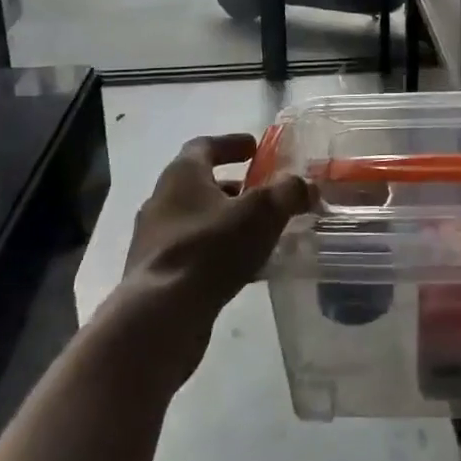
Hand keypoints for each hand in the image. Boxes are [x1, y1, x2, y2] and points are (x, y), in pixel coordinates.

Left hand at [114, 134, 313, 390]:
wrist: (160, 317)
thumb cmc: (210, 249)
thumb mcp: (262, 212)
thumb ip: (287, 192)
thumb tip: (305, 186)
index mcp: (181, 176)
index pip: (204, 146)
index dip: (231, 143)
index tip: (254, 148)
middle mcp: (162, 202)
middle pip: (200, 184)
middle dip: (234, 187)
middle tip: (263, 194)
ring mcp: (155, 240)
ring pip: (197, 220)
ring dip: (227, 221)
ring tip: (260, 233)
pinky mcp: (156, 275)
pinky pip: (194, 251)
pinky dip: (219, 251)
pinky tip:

§ **WHAT TO DO**: Please repeat every record above exactly, leaving the pictures out.

§ **RESPONSE**:
Hand keypoints for each hand in the image. Boxes are [x1, y1, x2, y2] and points are (x, y), in pixel coordinates.

Left hand at [114, 134, 313, 390]:
wrist: (160, 317)
thumb cmc: (210, 249)
thumb mcp: (262, 212)
thumb ip: (287, 192)
thumb tip: (305, 186)
index mcp: (181, 176)
index pip: (204, 146)
index dip: (231, 143)
index tip: (254, 148)
middle mcp: (162, 202)
middle pip: (200, 184)
middle dip: (234, 187)
middle tip: (263, 194)
ring mcp: (155, 240)
ring pip: (197, 220)
ring dip: (227, 221)
ring tip: (260, 233)
pinky mcp: (156, 275)
pinky pip: (194, 251)
pinky dip: (219, 251)
pinky tip:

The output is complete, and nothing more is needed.